**Required work**
Copy out every entry that follows, without a single picture.

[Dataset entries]
● ● ● ● ●
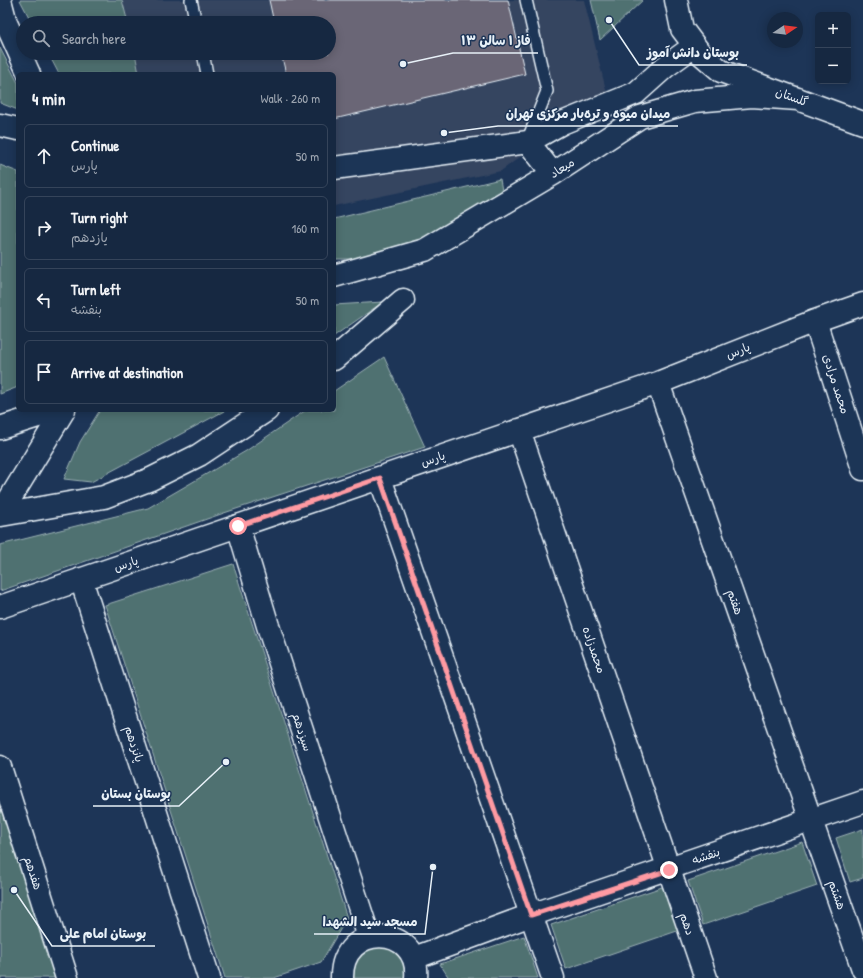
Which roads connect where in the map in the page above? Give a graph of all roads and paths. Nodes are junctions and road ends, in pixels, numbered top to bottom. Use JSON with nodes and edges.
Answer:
{"nodes":[{"id":1,"x":0,"y":0,"type":"edge"},
{"id":2,"x":191,"y":0,"type":"edge"},
{"id":3,"x":526,"y":0,"type":"edge"},
{"id":4,"x":676,"y":0,"type":"edge"},
{"id":5,"x":194,"y":16,"type":"edge"},
{"id":6,"x":16,"y":45,"type":"edge"},
{"id":7,"x":694,"y":46,"type":"junction"},
{"id":8,"x":23,"y":60,"type":"edge"},
{"id":9,"x":204,"y":60,"type":"edge"},
{"id":10,"x":28,"y":72,"type":"edge"},
{"id":11,"x":207,"y":72,"type":"edge"},
{"id":12,"x":798,"y":99,"type":"junction"},
{"id":13,"x":863,"y":123,"type":"edge"},
{"id":14,"x":0,"y":125,"type":"edge"},
{"id":15,"x":16,"y":129,"type":"edge"},
{"id":16,"x":528,"y":142,"type":"junction"},
{"id":17,"x":336,"y":168,"type":"edge"},
{"id":18,"x":553,"y":174,"type":"junction"},
{"id":19,"x":336,"y":275,"type":"edge"},
{"id":20,"x":403,"y":300,"type":"dead end"},
{"id":21,"x":863,"y":304,"type":"edge"},
{"id":22,"x":815,"y":321,"type":"junction"},
{"id":23,"x":336,"y":357,"type":"edge"},
{"id":24,"x":658,"y":383,"type":"junction"},
{"id":25,"x":45,"y":412,"type":"edge"},
{"id":26,"x":63,"y":412,"type":"edge"},
{"id":27,"x":264,"y":412,"type":"edge"},
{"id":28,"x":0,"y":428,"type":"edge"},
{"id":29,"x":519,"y":430,"type":"junction"},
{"id":30,"x":863,"y":469,"type":"edge"},
{"id":31,"x":380,"y":478,"type":"junction"},
{"id":32,"x":0,"y":515,"type":"edge"},
{"id":33,"x":238,"y":526,"type":"junction"},
{"id":34,"x":81,"y":579,"type":"junction"},
{"id":35,"x":0,"y":606,"type":"edge"},
{"id":36,"x":0,"y":768,"type":"edge"},
{"id":37,"x":863,"y":802,"type":"edge"},
{"id":38,"x":811,"y":820,"type":"junction"},
{"id":39,"x":669,"y":870,"type":"junction"},
{"id":40,"x":531,"y":915,"type":"junction"},
{"id":41,"x":369,"y":937,"type":"junction"},
{"id":42,"x":415,"y":968,"type":"edge"},
{"id":43,"x":863,"y":969,"type":"edge"},
{"id":44,"x":67,"y":978,"type":"edge"},
{"id":45,"x":209,"y":978,"type":"edge"},
{"id":46,"x":342,"y":978,"type":"edge"},
{"id":47,"x":553,"y":978,"type":"edge"},
{"id":48,"x":706,"y":978,"type":"edge"}],
"edges":[{"from":1,"to":6,"type":"street"},
{"from":2,"to":5,"type":"lane"},
{"from":3,"to":16,"type":"lane"},
{"from":4,"to":7,"type":"street"},
{"from":7,"to":12,"type":"street","name":"گلستان"},
{"from":7,"to":16,"type":"street"},
{"from":8,"to":10,"type":"street"},
{"from":9,"to":11,"type":"lane"},
{"from":12,"to":13,"type":"street","name":"گلستان"},
{"from":12,"to":18,"type":"street","name":"میعاد"},
{"from":14,"to":15,"type":"street"},
{"from":16,"to":17,"type":"street"},
{"from":16,"to":18,"type":"street"},
{"from":18,"to":19,"type":"street","name":"میعاد"},
{"from":20,"to":23,"type":"street"},
{"from":21,"to":22,"type":"street","name":"پارس"},
{"from":22,"to":24,"type":"street","name":"پارس"},
{"from":22,"to":30,"type":"street","name":"محمد مرادی"},
{"from":24,"to":29,"type":"street","name":"پارس"},
{"from":24,"to":38,"type":"street","name":"هفتم"},
{"from":25,"to":28,"type":"street"},
{"from":26,"to":32,"type":"street"},
{"from":27,"to":32,"type":"street"},
{"from":29,"to":31,"type":"street","name":"پارس"},
{"from":29,"to":39,"type":"street","name":"محمدزاده"},
{"from":31,"to":33,"type":"street","name":"پارس"},
{"from":31,"to":40,"type":"street"},
{"from":33,"to":34,"type":"street","name":"پارس"},
{"from":33,"to":41,"type":"street","name":"سیزدهم"},
{"from":34,"to":35,"type":"street","name":"پارس"},
{"from":34,"to":45,"type":"street","name":"پانزدهم"},
{"from":36,"to":44,"type":"street","name":"هفدهم"},
{"from":37,"to":38,"type":"street","name":"بنفشه"},
{"from":38,"to":39,"type":"street","name":"بنفشه"},
{"from":38,"to":43,"type":"street","name":"هشتم"},
{"from":39,"to":40,"type":"street","name":"بنفشه"},
{"from":39,"to":48,"type":"street","name":"دهم"},
{"from":40,"to":42,"type":"street","name":"بنفشه"},
{"from":40,"to":47,"type":"street"},
{"from":41,"to":42,"type":"street"},
{"from":41,"to":46,"type":"street"}]}
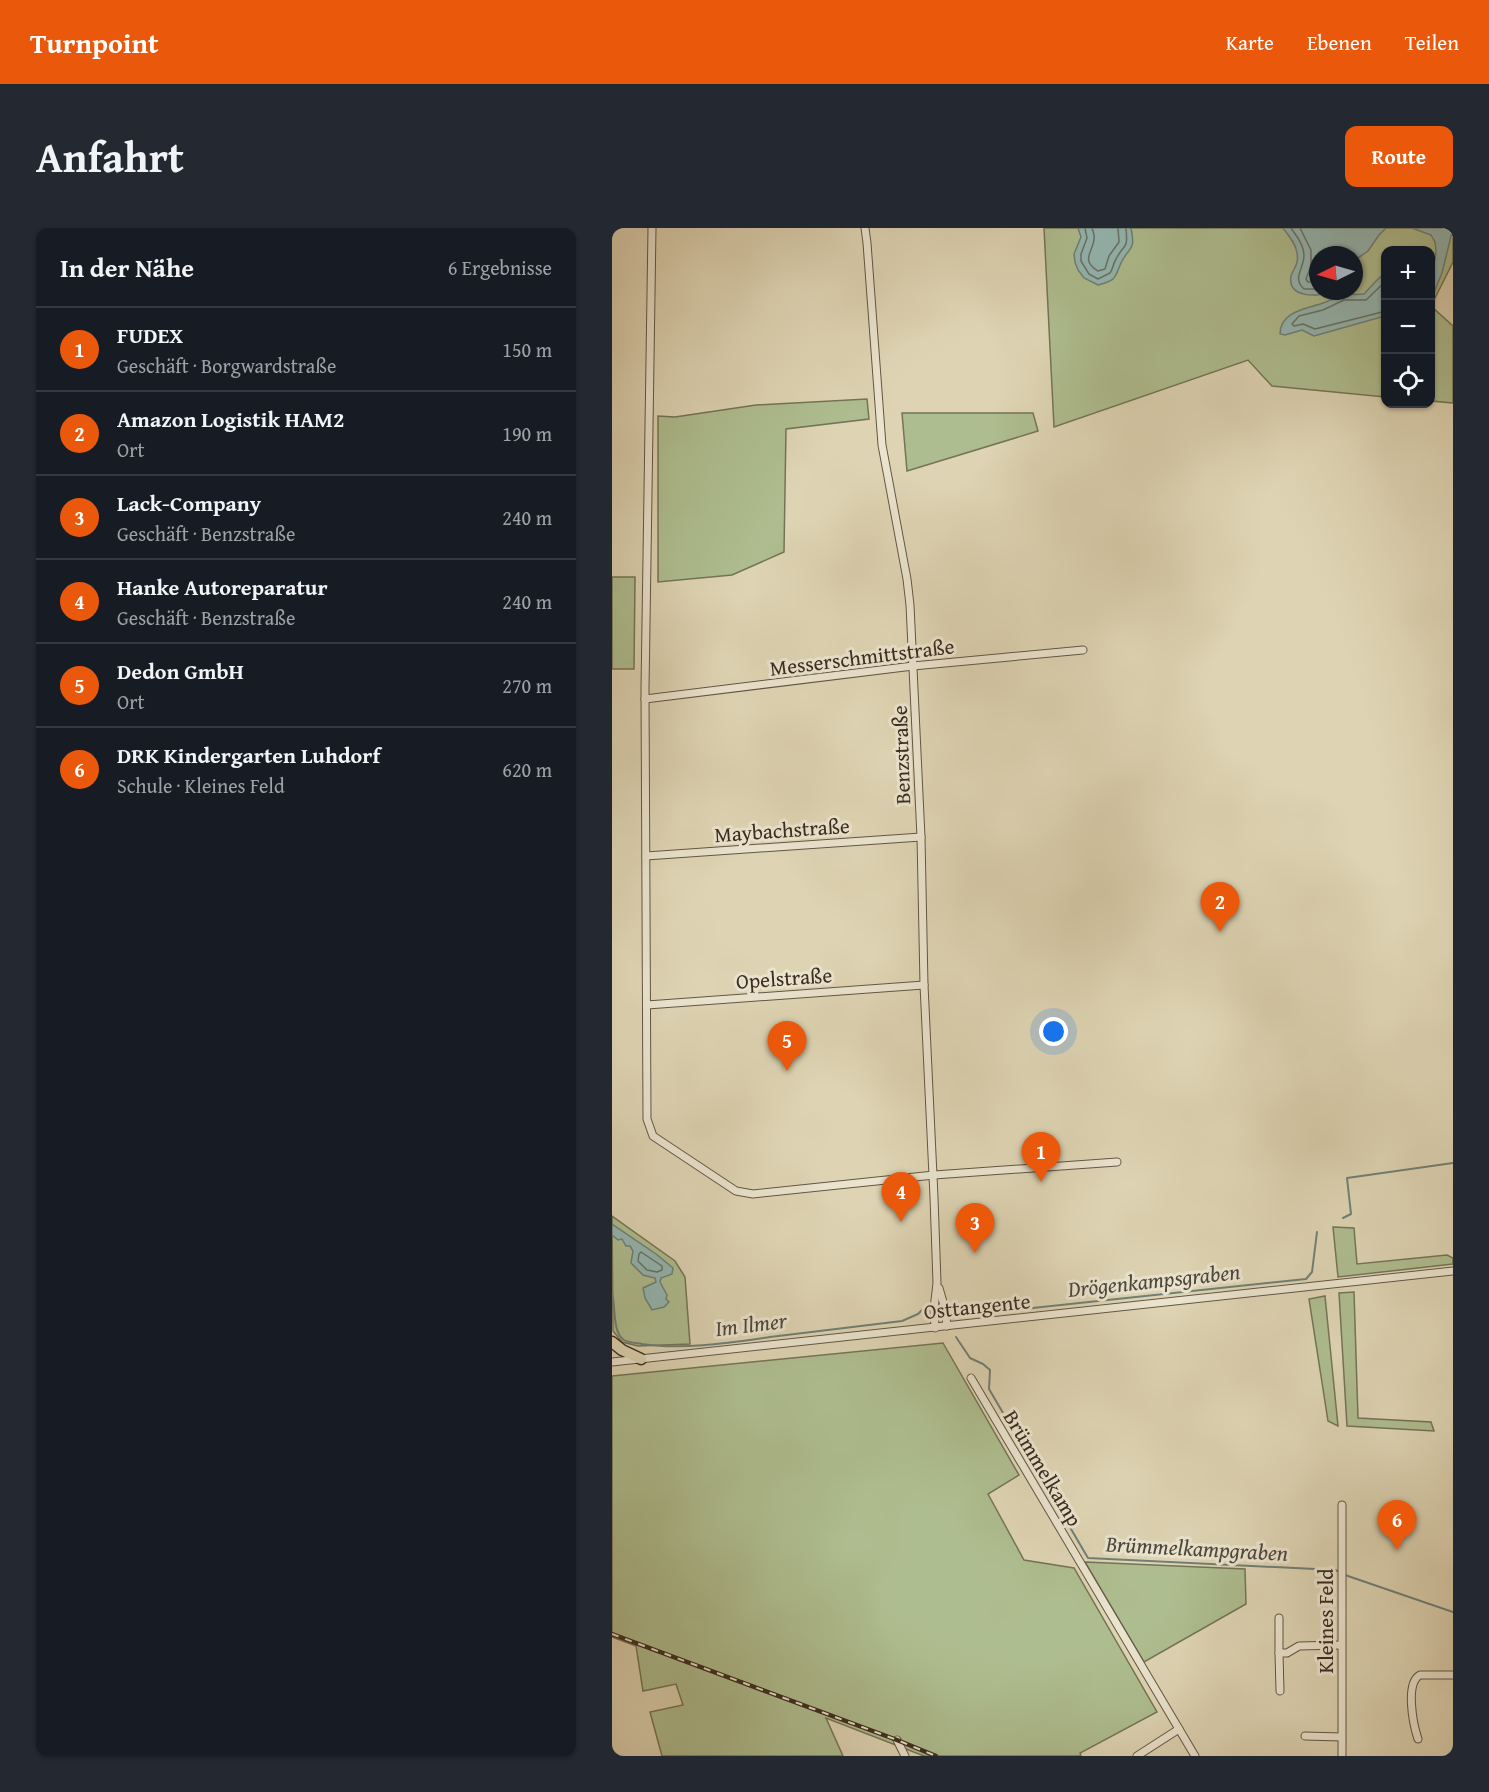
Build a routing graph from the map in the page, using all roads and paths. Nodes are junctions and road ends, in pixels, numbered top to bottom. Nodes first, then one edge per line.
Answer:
1 (652, 228) edge
2 (865, 228) edge
3 (1083, 651) dead end
4 (913, 666) junction
5 (645, 699) junction
6 (921, 837) junction
7 (646, 856) junction
8 (924, 985) junction
9 (647, 1005) junction
10 (1117, 1162) dead end
11 (934, 1175) junction
12 (1453, 1270) edge
13 (937, 1283) junction
14 (947, 1326) junction
15 (935, 1328) junction
16 (612, 1342) edge
17 (642, 1359) junction
18 (612, 1362) edge
19 (972, 1378) dead end
20 (1342, 1506) dead end
21 (1279, 1618) dead end
22 (1341, 1645) junction
23 (1279, 1653) junction
24 (1453, 1675) edge
25 (1280, 1691) dead end
26 (1179, 1729) junction
27 (1305, 1736) dead end
28 (1341, 1737) junction
29 (1418, 1738) dead end
30 (897, 1740) dead end
31 (905, 1756) edge
32 (1137, 1756) edge
33 (1195, 1756) edge
34 (1342, 1756) edge

1 - 5 street
2 - 4 street, Benzstraße
3 - 4 street, Messerschmittstraße
4 - 5 street, Messerschmittstraße
4 - 6 street, Benzstraße
5 - 7 street
6 - 7 street, Maybachstraße
6 - 8 street, Benzstraße
7 - 9 street
8 - 9 street, Opelstraße
8 - 11 street, Benzstraße
9 - 11 street
10 - 11 street
11 - 13 street, Benzstraße
12 - 14 street, Osttangente
13 - 14 street, Benzstraße
13 - 15 street, Benzstraße
14 - 15 street, Osttangente
15 - 17 street, Osttangente
16 - 17 highway
17 - 18 street, Osttangente
19 - 26 street, Brümmelkamp
20 - 22 street, Kleines Feld
21 - 23 street
22 - 23 street
22 - 28 street, Kleines Feld
23 - 25 street
24 - 29 street
26 - 32 street
26 - 33 street, Brümmelkamp
27 - 28 street
28 - 34 street, Kleines Feld
30 - 31 street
● ● ● ● ●
**Expected answer**
Which roads connect where in the map in the page above? Give a graph of all roads and paths. Nodes are junctions and road ends, in pixels, numbered top to bottom. Use JSON with nodes and edges.
Answer:
{"nodes":[{"id":1,"x":0,"y":0,"type":"edge"},
{"id":2,"x":191,"y":0,"type":"edge"},
{"id":3,"x":526,"y":0,"type":"edge"},
{"id":4,"x":676,"y":0,"type":"edge"},
{"id":5,"x":194,"y":16,"type":"edge"},
{"id":6,"x":16,"y":45,"type":"edge"},
{"id":7,"x":694,"y":46,"type":"junction"},
{"id":8,"x":23,"y":60,"type":"edge"},
{"id":9,"x":204,"y":60,"type":"edge"},
{"id":10,"x":28,"y":72,"type":"edge"},
{"id":11,"x":207,"y":72,"type":"edge"},
{"id":12,"x":798,"y":99,"type":"junction"},
{"id":13,"x":863,"y":123,"type":"edge"},
{"id":14,"x":0,"y":125,"type":"edge"},
{"id":15,"x":16,"y":129,"type":"edge"},
{"id":16,"x":528,"y":142,"type":"junction"},
{"id":17,"x":336,"y":168,"type":"edge"},
{"id":18,"x":553,"y":174,"type":"junction"},
{"id":19,"x":336,"y":275,"type":"edge"},
{"id":20,"x":403,"y":300,"type":"dead end"},
{"id":21,"x":863,"y":304,"type":"edge"},
{"id":22,"x":815,"y":321,"type":"junction"},
{"id":23,"x":336,"y":357,"type":"edge"},
{"id":24,"x":658,"y":383,"type":"junction"},
{"id":25,"x":45,"y":412,"type":"edge"},
{"id":26,"x":63,"y":412,"type":"edge"},
{"id":27,"x":264,"y":412,"type":"edge"},
{"id":28,"x":0,"y":428,"type":"edge"},
{"id":29,"x":519,"y":430,"type":"junction"},
{"id":30,"x":863,"y":469,"type":"edge"},
{"id":31,"x":380,"y":478,"type":"junction"},
{"id":32,"x":0,"y":515,"type":"edge"},
{"id":33,"x":238,"y":526,"type":"junction"},
{"id":34,"x":81,"y":579,"type":"junction"},
{"id":35,"x":0,"y":606,"type":"edge"},
{"id":36,"x":0,"y":768,"type":"edge"},
{"id":37,"x":863,"y":802,"type":"edge"},
{"id":38,"x":811,"y":820,"type":"junction"},
{"id":39,"x":669,"y":870,"type":"junction"},
{"id":40,"x":531,"y":915,"type":"junction"},
{"id":41,"x":369,"y":937,"type":"junction"},
{"id":42,"x":415,"y":968,"type":"edge"},
{"id":43,"x":863,"y":969,"type":"edge"},
{"id":44,"x":67,"y":978,"type":"edge"},
{"id":45,"x":209,"y":978,"type":"edge"},
{"id":46,"x":342,"y":978,"type":"edge"},
{"id":47,"x":553,"y":978,"type":"edge"},
{"id":48,"x":706,"y":978,"type":"edge"}],
"edges":[{"from":1,"to":6,"type":"street"},
{"from":2,"to":5,"type":"lane"},
{"from":3,"to":16,"type":"lane"},
{"from":4,"to":7,"type":"street"},
{"from":7,"to":12,"type":"street","name":"گلستان"},
{"from":7,"to":16,"type":"street"},
{"from":8,"to":10,"type":"street"},
{"from":9,"to":11,"type":"lane"},
{"from":12,"to":13,"type":"street","name":"گلستان"},
{"from":12,"to":18,"type":"street","name":"میعاد"},
{"from":14,"to":15,"type":"street"},
{"from":16,"to":17,"type":"street"},
{"from":16,"to":18,"type":"street"},
{"from":18,"to":19,"type":"street","name":"میعاد"},
{"from":20,"to":23,"type":"street"},
{"from":21,"to":22,"type":"street","name":"پارس"},
{"from":22,"to":24,"type":"street","name":"پارس"},
{"from":22,"to":30,"type":"street","name":"محمد مرادی"},
{"from":24,"to":29,"type":"street","name":"پارس"},
{"from":24,"to":38,"type":"street","name":"هفتم"},
{"from":25,"to":28,"type":"street"},
{"from":26,"to":32,"type":"street"},
{"from":27,"to":32,"type":"street"},
{"from":29,"to":31,"type":"street","name":"پارس"},
{"from":29,"to":39,"type":"street","name":"محمدزاده"},
{"from":31,"to":33,"type":"street","name":"پارس"},
{"from":31,"to":40,"type":"street"},
{"from":33,"to":34,"type":"street","name":"پارس"},
{"from":33,"to":41,"type":"street","name":"سیزدهم"},
{"from":34,"to":35,"type":"street","name":"پارس"},
{"from":34,"to":45,"type":"street","name":"پانزدهم"},
{"from":36,"to":44,"type":"street","name":"هفدهم"},
{"from":37,"to":38,"type":"street","name":"بنفشه"},
{"from":38,"to":39,"type":"street","name":"بنفشه"},
{"from":38,"to":43,"type":"street","name":"هشتم"},
{"from":39,"to":40,"type":"street","name":"بنفشه"},
{"from":39,"to":48,"type":"street","name":"دهم"},
{"from":40,"to":42,"type":"street","name":"بنفشه"},
{"from":40,"to":47,"type":"street"},
{"from":41,"to":42,"type":"street"},
{"from":41,"to":46,"type":"street"}]}
Build a routing graph from the map in the page, using all roads and paths. Nodes are junctions and road ends, in pixels, numbered top to bottom. Nodes first, then one edge per line.
Answer:
1 (652, 228) edge
2 (865, 228) edge
3 (1083, 651) dead end
4 (913, 666) junction
5 (645, 699) junction
6 (921, 837) junction
7 (646, 856) junction
8 (924, 985) junction
9 (647, 1005) junction
10 (1117, 1162) dead end
11 (934, 1175) junction
12 (1453, 1270) edge
13 (937, 1283) junction
14 (947, 1326) junction
15 (935, 1328) junction
16 (612, 1342) edge
17 (642, 1359) junction
18 (612, 1362) edge
19 (972, 1378) dead end
20 (1342, 1506) dead end
21 (1279, 1618) dead end
22 (1341, 1645) junction
23 (1279, 1653) junction
24 (1453, 1675) edge
25 (1280, 1691) dead end
26 (1179, 1729) junction
27 (1305, 1736) dead end
28 (1341, 1737) junction
29 (1418, 1738) dead end
30 (897, 1740) dead end
31 (905, 1756) edge
32 (1137, 1756) edge
33 (1195, 1756) edge
34 (1342, 1756) edge

1 - 5 street
2 - 4 street, Benzstraße
3 - 4 street, Messerschmittstraße
4 - 5 street, Messerschmittstraße
4 - 6 street, Benzstraße
5 - 7 street
6 - 7 street, Maybachstraße
6 - 8 street, Benzstraße
7 - 9 street
8 - 9 street, Opelstraße
8 - 11 street, Benzstraße
9 - 11 street
10 - 11 street
11 - 13 street, Benzstraße
12 - 14 street, Osttangente
13 - 14 street, Benzstraße
13 - 15 street, Benzstraße
14 - 15 street, Osttangente
15 - 17 street, Osttangente
16 - 17 highway
17 - 18 street, Osttangente
19 - 26 street, Brümmelkamp
20 - 22 street, Kleines Feld
21 - 23 street
22 - 23 street
22 - 28 street, Kleines Feld
23 - 25 street
24 - 29 street
26 - 32 street
26 - 33 street, Brümmelkamp
27 - 28 street
28 - 34 street, Kleines Feld
30 - 31 street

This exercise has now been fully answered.